- **Aim of the exercise**:
Check every line of the entries for the string "МИРА" and return the ones that contain it.

- **Material provided**:
####
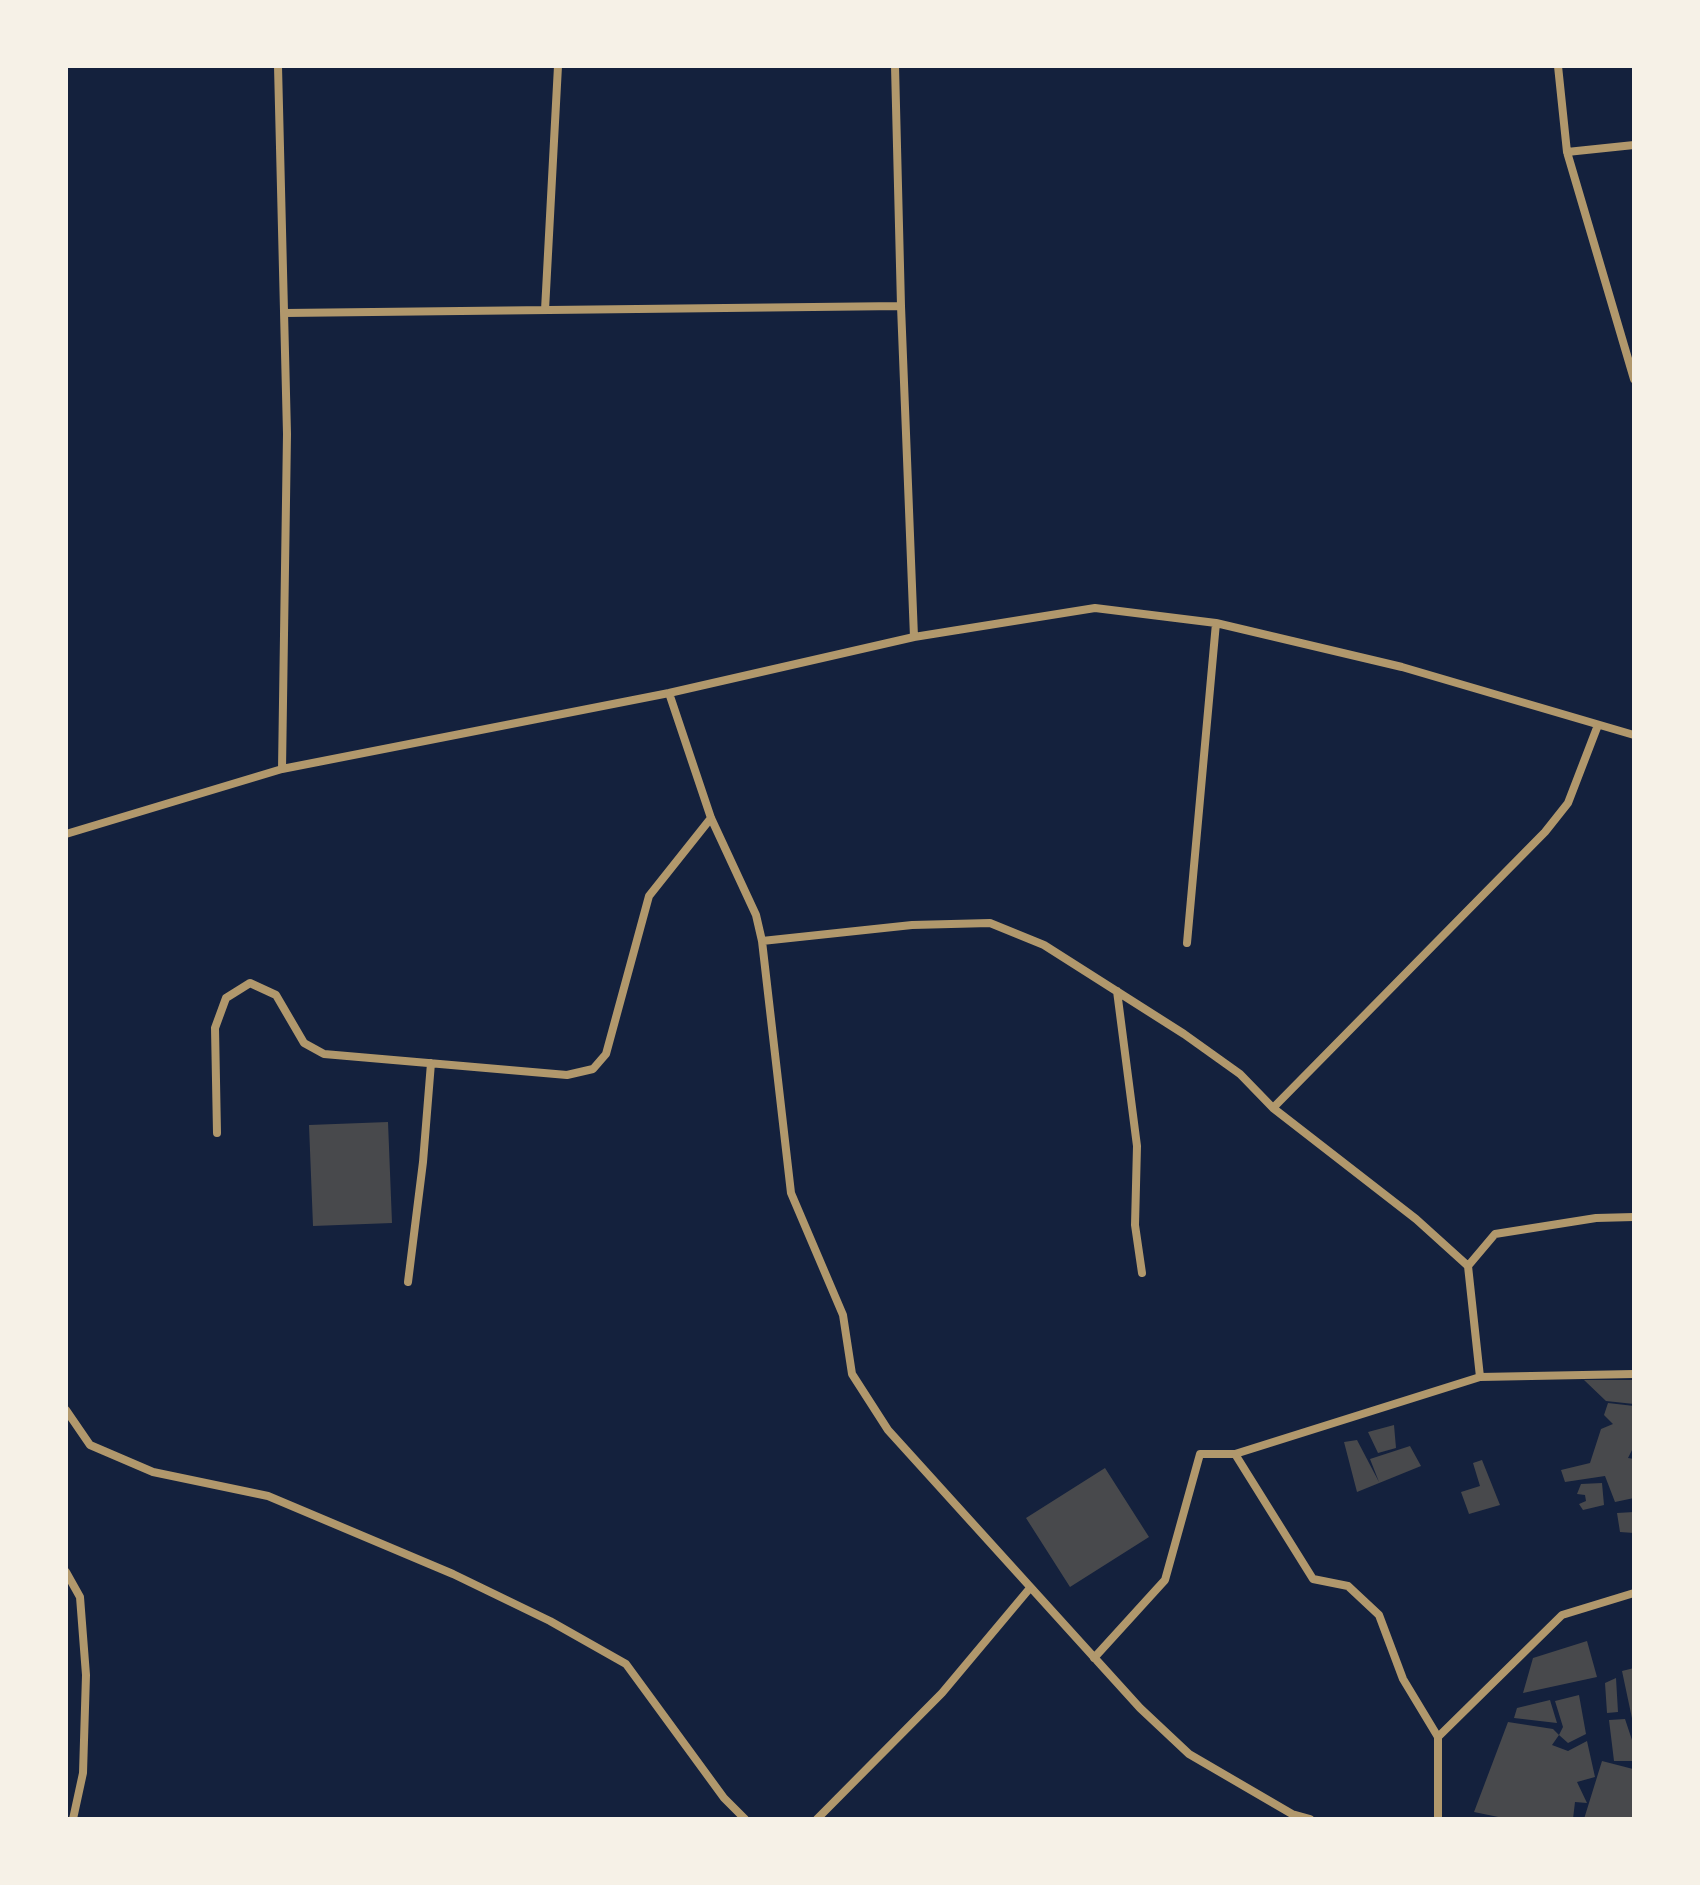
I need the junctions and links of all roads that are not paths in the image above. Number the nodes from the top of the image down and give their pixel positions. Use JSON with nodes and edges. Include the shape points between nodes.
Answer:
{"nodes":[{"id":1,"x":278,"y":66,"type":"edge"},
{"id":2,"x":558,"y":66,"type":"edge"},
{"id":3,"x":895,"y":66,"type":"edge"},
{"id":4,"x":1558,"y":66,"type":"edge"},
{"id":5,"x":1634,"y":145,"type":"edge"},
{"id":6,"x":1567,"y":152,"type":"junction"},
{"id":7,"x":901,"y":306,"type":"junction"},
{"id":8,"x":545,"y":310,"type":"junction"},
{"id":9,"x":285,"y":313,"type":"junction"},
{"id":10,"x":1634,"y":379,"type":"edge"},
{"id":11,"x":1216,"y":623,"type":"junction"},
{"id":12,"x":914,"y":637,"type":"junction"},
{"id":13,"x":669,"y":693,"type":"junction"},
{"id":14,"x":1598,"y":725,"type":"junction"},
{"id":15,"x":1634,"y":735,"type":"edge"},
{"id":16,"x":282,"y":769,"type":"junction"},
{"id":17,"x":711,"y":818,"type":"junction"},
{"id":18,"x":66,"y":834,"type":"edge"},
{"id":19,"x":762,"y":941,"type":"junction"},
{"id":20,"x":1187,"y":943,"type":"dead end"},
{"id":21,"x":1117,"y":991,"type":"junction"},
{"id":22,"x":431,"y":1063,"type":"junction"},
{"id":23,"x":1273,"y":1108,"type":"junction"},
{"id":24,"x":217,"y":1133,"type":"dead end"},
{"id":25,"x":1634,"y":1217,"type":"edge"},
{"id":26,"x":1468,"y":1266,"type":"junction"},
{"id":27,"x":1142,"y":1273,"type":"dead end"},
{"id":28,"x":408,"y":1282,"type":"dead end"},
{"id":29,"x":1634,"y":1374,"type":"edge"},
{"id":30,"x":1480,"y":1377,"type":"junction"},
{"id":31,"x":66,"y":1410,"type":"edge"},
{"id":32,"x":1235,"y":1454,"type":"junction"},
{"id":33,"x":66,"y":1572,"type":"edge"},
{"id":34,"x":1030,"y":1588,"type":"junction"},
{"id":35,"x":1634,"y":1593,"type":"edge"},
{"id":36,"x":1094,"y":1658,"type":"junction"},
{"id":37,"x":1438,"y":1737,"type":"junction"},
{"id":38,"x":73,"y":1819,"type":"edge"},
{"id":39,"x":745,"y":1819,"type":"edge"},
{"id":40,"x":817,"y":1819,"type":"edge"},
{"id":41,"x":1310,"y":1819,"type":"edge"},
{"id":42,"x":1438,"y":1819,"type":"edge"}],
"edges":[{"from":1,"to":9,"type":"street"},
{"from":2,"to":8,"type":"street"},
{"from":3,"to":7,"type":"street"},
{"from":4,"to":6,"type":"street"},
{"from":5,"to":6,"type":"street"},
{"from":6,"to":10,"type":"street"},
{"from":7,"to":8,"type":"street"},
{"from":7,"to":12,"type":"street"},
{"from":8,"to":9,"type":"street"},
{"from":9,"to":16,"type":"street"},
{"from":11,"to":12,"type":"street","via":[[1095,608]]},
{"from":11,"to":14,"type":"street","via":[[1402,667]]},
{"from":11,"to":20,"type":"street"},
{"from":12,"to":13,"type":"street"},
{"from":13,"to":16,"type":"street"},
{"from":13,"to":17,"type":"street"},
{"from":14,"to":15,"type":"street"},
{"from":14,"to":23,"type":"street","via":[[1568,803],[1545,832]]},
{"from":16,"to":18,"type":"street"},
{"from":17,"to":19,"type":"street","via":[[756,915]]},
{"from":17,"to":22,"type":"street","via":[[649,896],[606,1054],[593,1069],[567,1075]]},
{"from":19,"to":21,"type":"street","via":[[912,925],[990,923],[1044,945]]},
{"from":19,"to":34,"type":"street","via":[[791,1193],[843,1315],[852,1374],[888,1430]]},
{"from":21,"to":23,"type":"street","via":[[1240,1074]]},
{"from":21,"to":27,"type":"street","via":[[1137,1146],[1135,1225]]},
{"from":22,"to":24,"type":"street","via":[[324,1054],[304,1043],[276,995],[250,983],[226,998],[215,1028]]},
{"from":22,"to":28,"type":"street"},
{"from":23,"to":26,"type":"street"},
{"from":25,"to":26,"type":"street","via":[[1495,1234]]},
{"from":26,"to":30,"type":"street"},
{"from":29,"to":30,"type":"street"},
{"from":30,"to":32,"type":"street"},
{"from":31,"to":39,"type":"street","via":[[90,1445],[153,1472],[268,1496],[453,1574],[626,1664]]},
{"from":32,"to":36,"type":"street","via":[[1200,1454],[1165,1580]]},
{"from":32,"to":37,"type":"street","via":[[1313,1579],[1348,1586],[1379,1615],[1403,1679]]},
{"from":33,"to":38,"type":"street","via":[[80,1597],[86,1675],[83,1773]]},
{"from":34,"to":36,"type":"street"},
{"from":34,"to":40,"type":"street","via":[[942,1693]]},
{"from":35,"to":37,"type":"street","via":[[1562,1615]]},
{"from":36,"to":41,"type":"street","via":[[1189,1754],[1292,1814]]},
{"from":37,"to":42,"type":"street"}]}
####
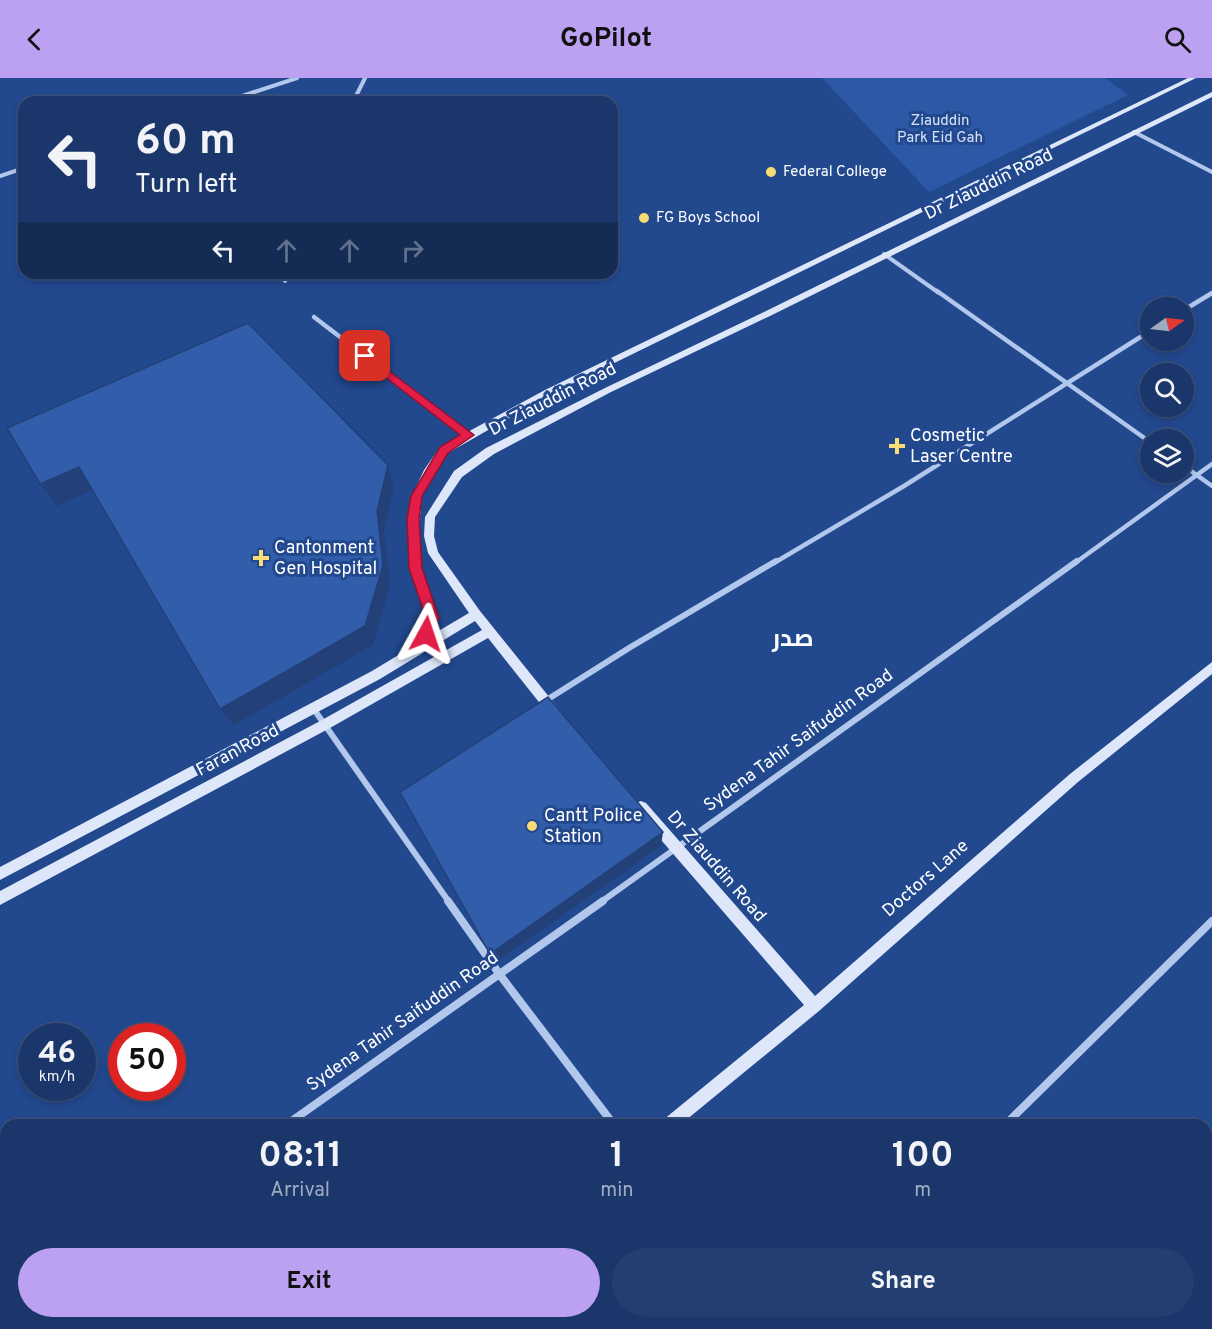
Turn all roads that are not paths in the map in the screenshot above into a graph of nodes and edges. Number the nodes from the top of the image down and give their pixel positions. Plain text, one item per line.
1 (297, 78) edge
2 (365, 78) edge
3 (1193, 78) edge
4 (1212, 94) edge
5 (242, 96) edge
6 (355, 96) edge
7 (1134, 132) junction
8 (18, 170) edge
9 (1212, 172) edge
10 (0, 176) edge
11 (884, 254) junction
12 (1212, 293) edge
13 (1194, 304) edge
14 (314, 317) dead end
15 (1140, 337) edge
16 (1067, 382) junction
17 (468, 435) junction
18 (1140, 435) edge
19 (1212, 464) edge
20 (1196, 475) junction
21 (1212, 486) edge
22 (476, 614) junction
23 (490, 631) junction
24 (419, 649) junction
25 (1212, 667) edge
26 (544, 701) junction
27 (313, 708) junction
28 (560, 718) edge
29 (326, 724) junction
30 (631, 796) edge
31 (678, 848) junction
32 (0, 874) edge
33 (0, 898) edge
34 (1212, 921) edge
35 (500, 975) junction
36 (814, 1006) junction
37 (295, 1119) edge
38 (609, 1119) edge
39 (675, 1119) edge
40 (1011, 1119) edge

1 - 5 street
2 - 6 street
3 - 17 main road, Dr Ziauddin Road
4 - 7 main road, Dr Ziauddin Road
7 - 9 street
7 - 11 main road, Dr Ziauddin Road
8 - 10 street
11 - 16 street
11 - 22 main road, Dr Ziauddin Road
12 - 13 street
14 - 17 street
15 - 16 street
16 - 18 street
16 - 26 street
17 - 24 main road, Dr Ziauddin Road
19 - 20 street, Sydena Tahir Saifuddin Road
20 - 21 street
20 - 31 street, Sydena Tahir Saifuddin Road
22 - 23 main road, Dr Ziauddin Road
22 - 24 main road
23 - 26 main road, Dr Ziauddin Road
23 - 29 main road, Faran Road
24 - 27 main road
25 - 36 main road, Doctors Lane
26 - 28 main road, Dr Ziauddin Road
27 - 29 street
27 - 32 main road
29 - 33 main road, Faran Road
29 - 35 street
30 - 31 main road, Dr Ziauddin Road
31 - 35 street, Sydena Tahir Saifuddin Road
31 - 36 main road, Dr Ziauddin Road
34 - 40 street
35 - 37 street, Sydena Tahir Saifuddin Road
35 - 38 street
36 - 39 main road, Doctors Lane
####
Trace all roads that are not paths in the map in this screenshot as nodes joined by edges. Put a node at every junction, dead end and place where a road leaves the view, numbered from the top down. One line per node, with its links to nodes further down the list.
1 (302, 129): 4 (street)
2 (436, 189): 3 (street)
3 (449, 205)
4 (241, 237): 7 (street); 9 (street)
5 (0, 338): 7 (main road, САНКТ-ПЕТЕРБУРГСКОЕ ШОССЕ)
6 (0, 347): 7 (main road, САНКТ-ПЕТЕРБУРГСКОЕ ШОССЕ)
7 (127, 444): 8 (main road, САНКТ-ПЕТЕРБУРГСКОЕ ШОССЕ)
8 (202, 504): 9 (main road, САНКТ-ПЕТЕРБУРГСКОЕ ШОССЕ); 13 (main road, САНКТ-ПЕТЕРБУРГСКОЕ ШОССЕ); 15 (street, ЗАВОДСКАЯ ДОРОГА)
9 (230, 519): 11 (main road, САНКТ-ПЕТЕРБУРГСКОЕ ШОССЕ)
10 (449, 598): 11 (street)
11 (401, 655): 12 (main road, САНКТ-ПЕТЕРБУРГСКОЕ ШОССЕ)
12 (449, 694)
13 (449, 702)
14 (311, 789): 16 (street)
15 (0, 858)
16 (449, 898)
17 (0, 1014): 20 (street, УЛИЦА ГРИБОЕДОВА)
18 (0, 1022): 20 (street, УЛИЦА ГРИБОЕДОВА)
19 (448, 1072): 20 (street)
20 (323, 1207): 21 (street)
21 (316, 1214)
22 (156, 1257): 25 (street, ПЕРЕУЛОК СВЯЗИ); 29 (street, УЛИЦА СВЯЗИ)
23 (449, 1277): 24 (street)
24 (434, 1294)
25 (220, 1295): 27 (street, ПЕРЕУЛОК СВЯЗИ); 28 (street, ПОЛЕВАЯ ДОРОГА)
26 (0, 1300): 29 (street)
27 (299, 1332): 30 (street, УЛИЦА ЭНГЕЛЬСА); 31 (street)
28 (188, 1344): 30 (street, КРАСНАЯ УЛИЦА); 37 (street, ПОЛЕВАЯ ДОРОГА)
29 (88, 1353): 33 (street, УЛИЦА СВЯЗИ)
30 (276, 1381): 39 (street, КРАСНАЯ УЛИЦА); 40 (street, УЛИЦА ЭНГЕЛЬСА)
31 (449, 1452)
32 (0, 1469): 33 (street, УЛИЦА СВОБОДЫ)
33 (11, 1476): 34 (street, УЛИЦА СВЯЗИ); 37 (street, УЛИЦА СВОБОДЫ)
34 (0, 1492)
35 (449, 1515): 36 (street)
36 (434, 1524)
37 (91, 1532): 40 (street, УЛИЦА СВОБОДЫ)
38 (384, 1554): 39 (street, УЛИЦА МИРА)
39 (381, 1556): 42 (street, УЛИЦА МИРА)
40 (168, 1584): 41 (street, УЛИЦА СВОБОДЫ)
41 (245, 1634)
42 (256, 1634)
####
- **Task output**:
38 (384, 1554): 39 (street, УЛИЦА МИРА)
39 (381, 1556): 42 (street, УЛИЦА МИРА)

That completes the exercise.